(Task instructions) Those lines of the data that hold the word "them" are to be copied out.

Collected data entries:

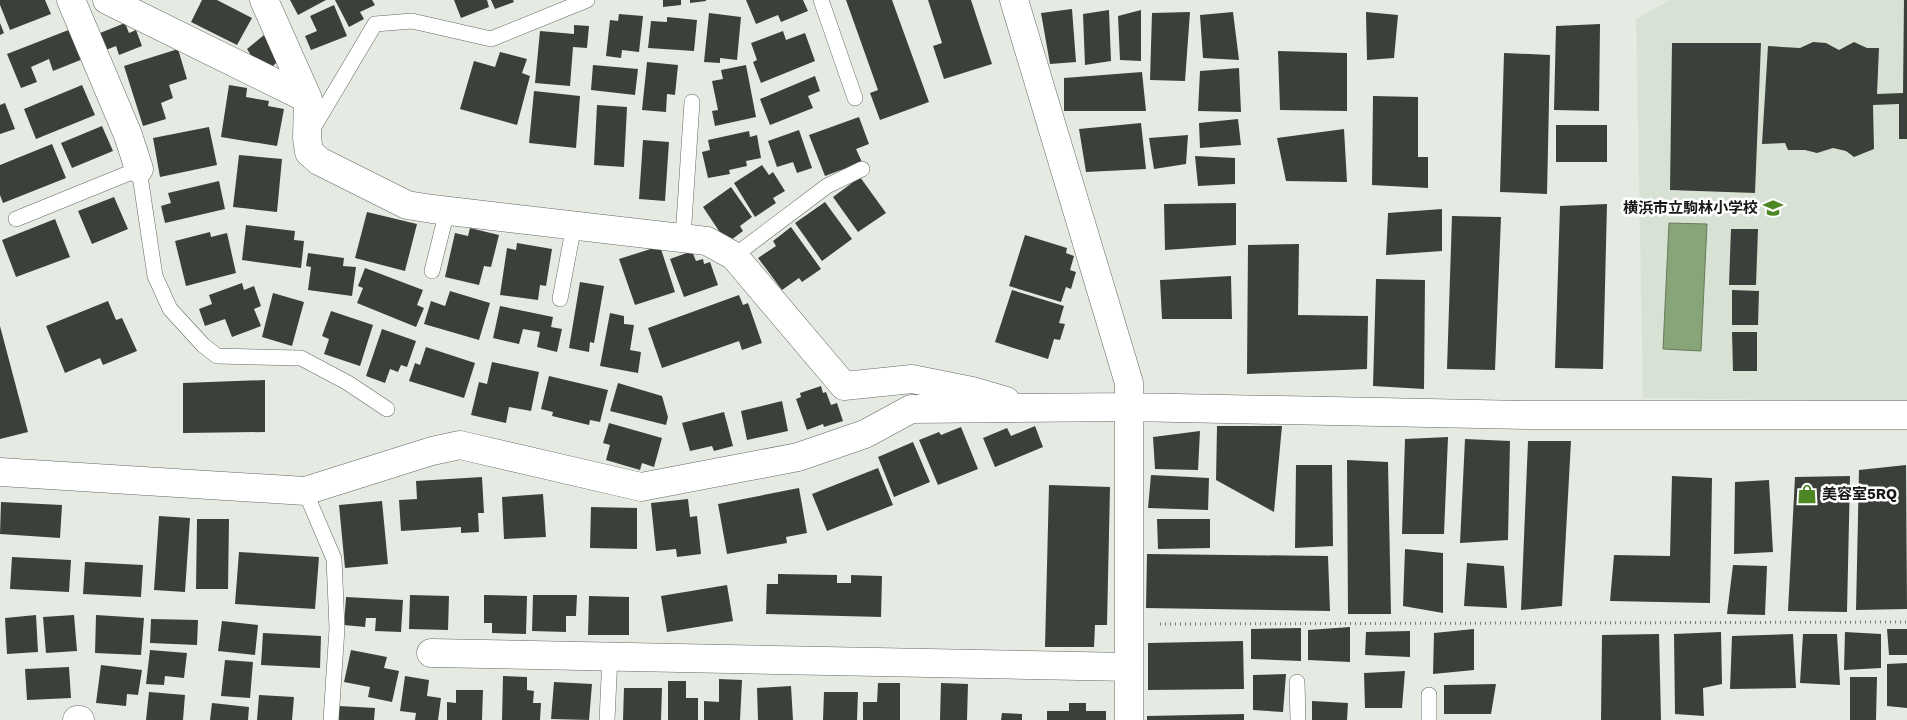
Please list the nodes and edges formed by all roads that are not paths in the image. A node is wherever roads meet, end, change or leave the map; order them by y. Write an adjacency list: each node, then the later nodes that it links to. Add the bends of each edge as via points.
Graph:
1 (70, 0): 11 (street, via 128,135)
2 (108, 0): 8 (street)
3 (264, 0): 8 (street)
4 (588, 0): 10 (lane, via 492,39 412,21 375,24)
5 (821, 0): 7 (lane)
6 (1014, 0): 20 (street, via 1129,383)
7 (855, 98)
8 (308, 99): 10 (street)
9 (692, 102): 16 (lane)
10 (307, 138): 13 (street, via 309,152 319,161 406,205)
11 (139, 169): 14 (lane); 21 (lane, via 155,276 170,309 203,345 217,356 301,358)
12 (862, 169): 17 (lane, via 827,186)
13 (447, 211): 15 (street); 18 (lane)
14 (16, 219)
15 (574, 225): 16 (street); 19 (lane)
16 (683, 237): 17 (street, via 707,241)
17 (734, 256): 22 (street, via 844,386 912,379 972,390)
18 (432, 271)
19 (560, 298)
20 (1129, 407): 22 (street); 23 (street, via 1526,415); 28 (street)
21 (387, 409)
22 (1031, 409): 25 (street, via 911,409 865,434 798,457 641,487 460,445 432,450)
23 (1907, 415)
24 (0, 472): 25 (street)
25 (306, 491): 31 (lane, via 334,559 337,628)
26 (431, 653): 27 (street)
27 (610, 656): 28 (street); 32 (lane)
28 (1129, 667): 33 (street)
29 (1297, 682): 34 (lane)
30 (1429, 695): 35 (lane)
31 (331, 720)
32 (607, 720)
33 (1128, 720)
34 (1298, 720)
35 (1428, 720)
--
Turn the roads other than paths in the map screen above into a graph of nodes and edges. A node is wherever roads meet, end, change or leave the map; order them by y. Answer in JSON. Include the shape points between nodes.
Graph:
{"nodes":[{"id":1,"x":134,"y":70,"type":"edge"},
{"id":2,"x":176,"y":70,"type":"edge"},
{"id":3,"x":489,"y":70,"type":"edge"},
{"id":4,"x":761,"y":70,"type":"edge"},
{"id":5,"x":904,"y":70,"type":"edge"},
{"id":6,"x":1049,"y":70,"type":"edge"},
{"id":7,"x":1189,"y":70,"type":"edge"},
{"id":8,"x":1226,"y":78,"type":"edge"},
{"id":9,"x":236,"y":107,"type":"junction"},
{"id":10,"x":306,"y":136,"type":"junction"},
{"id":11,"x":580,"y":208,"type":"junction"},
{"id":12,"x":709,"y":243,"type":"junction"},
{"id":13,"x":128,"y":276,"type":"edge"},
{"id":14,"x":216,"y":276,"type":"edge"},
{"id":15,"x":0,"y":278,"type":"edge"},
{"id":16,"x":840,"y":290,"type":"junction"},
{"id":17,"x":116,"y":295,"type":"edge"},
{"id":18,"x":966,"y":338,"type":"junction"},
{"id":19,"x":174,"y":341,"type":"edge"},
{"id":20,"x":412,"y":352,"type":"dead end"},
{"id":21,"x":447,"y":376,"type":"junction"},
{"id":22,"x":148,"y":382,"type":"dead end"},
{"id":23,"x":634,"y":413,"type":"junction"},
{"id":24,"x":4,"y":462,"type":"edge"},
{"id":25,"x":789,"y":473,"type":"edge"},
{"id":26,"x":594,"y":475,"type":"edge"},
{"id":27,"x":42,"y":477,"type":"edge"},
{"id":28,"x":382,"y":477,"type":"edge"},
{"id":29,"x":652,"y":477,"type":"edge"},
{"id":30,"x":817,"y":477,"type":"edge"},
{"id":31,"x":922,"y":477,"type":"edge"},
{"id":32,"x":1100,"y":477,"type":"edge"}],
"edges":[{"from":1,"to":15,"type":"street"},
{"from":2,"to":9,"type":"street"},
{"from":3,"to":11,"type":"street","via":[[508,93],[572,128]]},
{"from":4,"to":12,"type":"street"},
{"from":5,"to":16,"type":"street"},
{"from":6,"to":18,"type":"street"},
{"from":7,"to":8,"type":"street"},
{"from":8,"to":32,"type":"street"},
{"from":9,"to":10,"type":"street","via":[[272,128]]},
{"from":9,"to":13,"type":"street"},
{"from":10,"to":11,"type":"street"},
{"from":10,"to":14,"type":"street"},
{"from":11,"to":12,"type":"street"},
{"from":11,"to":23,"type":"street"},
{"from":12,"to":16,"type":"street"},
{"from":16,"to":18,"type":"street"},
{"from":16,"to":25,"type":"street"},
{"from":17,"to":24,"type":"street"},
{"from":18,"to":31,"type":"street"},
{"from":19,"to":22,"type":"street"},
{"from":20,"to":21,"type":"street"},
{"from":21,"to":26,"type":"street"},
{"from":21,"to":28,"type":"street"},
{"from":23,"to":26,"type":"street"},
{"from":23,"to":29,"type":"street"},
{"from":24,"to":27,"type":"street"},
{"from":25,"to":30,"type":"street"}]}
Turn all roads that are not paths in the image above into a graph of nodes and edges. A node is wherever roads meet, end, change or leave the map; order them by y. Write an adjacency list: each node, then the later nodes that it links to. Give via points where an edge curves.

(Solution for this exercise)
Please list the nodes and edges formed by all roads that are not paths in the image. A node is wherever roads meet, end, change or leave the map; order them by y. Write an adjacency list: each node, then the later nodes that it links to. Add the bends of each edge as via points.
Turn the roads other than paths in the map screen above into a graph of nodes and edges. A node is wherever roads meet, end, change or leave the map; order them by y. Answer in JSON. Include the shape points between nodes.
Turn all roads that are not paths in the image above into a graph of nodes and edges. A node is wherever roads meet, end, change or leave the map; order them by y. Write an adjacency list: each node, then the later nodes that it links to. Give via points where an edge curves.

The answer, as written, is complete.